Lyn
Lyn

Reputation: 291

How to explain these Kotlin codes about 'Int' type?

var a: Int = 10000
var b: Int = 10000
print(b === a) // Prints 'true'

The official doc says: "a === b evaluates to true if and only if a and b point to the same object."

In the codes above, what's "the same object"?

Upvotes: 1

Views: 865

Answers (2)

Avijit Karmakar
Avijit Karmakar

Reputation: 9388

=== means we have to check the referential equality between the objects.

var a: Int = 10000
var b: Int = 10000
print(b === a) 

It prints true because the reference to a and b variables are same. It's actually not an object. As the value of a and b are same that's why their reference is also same. a and b refers to the same memory allocation as their value is same. a and b are primitive type variables.

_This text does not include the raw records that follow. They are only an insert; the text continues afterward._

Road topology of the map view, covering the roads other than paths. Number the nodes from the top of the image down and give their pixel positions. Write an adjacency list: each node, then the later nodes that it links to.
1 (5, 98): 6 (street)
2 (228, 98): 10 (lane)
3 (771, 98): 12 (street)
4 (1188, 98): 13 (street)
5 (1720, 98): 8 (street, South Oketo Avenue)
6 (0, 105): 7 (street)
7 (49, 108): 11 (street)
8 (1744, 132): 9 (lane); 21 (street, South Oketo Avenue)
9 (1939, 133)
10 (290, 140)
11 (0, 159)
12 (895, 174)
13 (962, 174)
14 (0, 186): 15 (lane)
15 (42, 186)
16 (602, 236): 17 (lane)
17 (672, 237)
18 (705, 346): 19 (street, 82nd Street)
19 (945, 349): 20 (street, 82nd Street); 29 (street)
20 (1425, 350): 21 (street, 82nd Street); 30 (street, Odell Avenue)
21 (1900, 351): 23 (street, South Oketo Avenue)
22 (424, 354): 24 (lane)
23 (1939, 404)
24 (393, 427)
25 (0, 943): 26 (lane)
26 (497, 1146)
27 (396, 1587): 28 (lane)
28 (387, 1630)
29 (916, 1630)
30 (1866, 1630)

So, you will get a warning

Identity equality for arguments of types Int and Int is deprecated.

var c = Integer(10000)
var d = Integer(10000)
print(d === c)

It prints false because c and d are two different Integer objects. So, the reference to c and d are also different.

Upvotes: 2

jrtapsell
jrtapsell

Reputation: 7001

How is data stored

If you imagine inside the JVM there are 2 types that are stored directly:

  • Primitive types [Int, Long]

    These are stored as the value

  • Reference types [String, Object]

    These are stored as a reference to the object

How does === work

=== compares the values in memory, so for reference types it checks they refer to the same object, whereas for primitive types it checks that they hold the same value.

Why are Ints primitive objects

Kotlin stores types that can be stored as primitives as primitives as an optimisation, so Int is primitive, whereas Int? would be stored as a reference type.